Bisnis.com, JAKARTA — Badan kesehatan AS memerkirakan angka kematian akibat COVID-19 di AS dapat mencapai 200.000 kasus.
Direktur National Institute of Allergy and Infectious Disease Anthony Fauci mengatakan jumlah tersebut bisa saja terjadi.
"Melihat kondisi sekarang, kita melihat 100.000-200.000 kematian. Tetapi, kita tidak bisa membuat proyeksi ketika angkanya terus berubah, kita bisa saja keliru," paparnya dalam sebuah acara di CNN, seperti dilansir Bloomberg, Minggu (29/3/2020) waktu setempat.
Mengacu ke data Johns Hopkins CSSE, yang mengumpulkan data dari World Health Organization (WHO), Centers for Disease Control and Prevention (CDC) AS, dan komisi kesehatan China, per Senin (30/3) pukul 03.31 WIB, AS menjadi negara dengan jumlah kasus positif COVID-19 tertinggi di dunia, yakni mencapai 136.880.

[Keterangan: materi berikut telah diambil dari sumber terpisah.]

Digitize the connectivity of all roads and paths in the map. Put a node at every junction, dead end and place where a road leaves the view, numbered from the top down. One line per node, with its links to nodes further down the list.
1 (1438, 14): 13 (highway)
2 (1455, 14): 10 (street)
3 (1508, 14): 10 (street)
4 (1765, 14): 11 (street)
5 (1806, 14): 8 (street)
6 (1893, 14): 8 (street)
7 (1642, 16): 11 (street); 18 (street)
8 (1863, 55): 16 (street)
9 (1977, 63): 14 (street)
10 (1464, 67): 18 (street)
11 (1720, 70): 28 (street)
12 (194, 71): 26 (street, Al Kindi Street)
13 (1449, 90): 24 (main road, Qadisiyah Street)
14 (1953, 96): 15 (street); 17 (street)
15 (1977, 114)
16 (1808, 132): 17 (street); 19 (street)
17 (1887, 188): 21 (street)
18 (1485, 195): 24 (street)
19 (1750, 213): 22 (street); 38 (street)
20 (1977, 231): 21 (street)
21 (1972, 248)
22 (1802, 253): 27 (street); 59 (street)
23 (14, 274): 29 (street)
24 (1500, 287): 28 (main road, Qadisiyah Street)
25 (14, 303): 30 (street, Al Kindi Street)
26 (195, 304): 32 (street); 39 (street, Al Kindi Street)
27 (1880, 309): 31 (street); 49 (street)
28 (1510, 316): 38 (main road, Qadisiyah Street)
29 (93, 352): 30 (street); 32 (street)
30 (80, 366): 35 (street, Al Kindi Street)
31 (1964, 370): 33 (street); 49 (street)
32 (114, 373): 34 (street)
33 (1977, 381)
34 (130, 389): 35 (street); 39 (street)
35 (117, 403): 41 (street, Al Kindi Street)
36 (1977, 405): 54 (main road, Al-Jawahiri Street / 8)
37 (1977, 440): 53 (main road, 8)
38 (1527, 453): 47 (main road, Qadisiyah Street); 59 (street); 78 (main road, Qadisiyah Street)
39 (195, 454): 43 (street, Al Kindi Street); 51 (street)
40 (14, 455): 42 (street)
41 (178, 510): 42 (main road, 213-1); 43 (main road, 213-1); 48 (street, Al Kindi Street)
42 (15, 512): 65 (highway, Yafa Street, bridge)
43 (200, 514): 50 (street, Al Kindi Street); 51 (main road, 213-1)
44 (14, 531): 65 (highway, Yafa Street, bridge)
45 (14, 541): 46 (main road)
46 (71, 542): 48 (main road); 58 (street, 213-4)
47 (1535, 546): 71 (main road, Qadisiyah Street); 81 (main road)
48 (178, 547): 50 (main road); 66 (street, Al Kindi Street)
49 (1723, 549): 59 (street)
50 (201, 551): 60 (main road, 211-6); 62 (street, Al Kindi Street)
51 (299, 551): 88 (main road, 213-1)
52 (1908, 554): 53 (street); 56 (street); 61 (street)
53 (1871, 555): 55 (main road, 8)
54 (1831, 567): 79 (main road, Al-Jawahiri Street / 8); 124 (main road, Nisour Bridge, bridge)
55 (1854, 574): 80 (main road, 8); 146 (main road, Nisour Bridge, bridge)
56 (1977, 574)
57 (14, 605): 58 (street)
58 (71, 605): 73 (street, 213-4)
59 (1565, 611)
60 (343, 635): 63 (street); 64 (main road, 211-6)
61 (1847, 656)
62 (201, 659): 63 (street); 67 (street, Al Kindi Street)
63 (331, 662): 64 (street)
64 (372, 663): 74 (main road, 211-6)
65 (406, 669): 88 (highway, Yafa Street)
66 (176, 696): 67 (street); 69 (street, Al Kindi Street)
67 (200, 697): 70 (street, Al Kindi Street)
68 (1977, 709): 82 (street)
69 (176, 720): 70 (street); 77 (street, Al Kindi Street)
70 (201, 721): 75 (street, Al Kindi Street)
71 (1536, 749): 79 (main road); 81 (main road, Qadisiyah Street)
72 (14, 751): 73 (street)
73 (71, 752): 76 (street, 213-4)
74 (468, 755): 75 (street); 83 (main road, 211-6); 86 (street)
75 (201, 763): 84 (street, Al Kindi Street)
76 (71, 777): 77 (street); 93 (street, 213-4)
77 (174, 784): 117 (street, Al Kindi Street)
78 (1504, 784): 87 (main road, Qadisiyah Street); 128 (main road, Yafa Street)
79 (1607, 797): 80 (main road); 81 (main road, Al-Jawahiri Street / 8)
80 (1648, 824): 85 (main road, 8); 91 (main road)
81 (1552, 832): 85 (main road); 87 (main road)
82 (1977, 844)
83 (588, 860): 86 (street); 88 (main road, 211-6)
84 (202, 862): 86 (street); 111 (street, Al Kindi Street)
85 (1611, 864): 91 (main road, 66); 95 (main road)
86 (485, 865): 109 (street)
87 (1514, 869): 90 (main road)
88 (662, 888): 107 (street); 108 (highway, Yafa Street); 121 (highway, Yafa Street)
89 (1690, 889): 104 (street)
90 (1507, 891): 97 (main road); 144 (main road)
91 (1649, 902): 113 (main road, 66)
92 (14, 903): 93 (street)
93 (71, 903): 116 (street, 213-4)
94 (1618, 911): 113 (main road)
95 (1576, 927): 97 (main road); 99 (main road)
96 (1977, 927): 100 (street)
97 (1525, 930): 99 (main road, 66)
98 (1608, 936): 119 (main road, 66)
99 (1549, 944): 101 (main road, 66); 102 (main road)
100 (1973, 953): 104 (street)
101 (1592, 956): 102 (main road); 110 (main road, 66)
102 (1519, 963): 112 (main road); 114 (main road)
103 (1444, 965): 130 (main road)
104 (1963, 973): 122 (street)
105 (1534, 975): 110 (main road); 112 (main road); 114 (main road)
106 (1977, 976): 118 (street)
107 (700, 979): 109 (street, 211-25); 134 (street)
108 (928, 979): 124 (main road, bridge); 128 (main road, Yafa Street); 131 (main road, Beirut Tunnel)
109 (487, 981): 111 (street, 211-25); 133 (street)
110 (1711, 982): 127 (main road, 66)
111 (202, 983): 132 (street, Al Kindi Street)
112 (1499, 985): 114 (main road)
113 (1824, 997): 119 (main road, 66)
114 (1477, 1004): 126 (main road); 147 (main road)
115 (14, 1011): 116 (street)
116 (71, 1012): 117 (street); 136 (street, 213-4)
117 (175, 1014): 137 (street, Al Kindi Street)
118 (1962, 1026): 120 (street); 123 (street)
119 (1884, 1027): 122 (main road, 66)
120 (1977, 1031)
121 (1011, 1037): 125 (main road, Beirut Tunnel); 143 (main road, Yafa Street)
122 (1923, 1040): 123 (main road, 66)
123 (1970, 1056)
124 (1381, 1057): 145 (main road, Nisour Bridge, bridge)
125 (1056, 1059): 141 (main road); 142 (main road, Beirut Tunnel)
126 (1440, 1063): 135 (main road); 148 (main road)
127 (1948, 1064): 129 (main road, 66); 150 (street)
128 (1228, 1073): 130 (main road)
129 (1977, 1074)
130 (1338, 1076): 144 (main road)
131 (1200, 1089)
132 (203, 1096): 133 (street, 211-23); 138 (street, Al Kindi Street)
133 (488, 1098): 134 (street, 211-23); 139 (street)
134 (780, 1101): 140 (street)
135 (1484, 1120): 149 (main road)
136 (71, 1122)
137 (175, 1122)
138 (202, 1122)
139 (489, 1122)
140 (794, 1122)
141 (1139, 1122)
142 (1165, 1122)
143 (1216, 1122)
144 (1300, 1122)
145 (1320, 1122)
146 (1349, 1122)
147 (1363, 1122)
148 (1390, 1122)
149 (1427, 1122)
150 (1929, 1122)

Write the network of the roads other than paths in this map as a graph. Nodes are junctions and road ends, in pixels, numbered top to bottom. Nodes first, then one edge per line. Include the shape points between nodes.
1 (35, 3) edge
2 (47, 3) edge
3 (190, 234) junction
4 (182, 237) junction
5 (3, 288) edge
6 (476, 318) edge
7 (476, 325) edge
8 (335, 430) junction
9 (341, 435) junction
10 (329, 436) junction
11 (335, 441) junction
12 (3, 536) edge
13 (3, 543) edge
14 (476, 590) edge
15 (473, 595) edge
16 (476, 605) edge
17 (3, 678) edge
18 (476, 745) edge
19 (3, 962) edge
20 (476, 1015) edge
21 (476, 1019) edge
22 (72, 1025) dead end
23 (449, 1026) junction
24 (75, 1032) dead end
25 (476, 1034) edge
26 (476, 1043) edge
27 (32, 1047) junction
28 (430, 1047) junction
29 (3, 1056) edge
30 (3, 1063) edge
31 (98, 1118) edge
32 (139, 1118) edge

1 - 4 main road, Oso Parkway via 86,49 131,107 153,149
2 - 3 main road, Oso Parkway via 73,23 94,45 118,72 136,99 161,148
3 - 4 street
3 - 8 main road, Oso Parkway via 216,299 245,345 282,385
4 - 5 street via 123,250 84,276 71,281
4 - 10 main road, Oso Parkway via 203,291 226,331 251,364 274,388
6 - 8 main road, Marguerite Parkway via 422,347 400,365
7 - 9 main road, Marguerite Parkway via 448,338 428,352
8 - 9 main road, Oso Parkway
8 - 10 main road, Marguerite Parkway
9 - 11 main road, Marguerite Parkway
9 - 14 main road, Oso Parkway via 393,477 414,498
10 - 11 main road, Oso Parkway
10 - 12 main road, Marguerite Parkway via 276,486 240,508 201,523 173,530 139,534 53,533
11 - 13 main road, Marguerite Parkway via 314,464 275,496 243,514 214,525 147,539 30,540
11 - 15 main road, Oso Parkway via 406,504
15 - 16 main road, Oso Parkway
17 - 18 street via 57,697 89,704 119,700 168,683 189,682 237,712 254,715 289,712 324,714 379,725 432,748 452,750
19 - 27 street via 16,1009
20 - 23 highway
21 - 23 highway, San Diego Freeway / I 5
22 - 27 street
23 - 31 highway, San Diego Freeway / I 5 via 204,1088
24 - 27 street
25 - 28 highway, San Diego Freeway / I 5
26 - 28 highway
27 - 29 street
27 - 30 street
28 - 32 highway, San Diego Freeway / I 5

Angka ini bahkan jauh lebih tinggi dari China, yang menjadi lokasi awal penyebaran virus corona. Pada periode yang sama, Negeri Panda mencatatkan jumlah kasus sebanyak 82.122.
Fauci mengindikasikan diperlukan langkah yang lebih tegas dalam upaya menghentikan penyebaran virus corona di Negeri Paman Sam. Dia menyebut larangan bepergian yang ditetapkan di negara bagian New York dan sekitarnya akan membantu menghentikan virus tersebut.
Baca Juga
New York merupakan daerah yang paling terdampak COVID-19 di AS, di mana sekitar 56 persen kasus positif disumbangkan oleh negara bagian ini.
Dalam kesempatan terpisah, Koordinator Respons Virus Corona Gedung Putih Deborah Birx menyatakan tiap negara bagian mesti mempersiapkan diri seperti New York.
"Apa yang ingin kami sampaikan adalah ketika virus ini muncul di daerahmu, mohon diam di sana, di mana dirimu bisa mendapatkan perawatan, karena virus ini menyebar dengan sangat cepat di AS," ucapnya.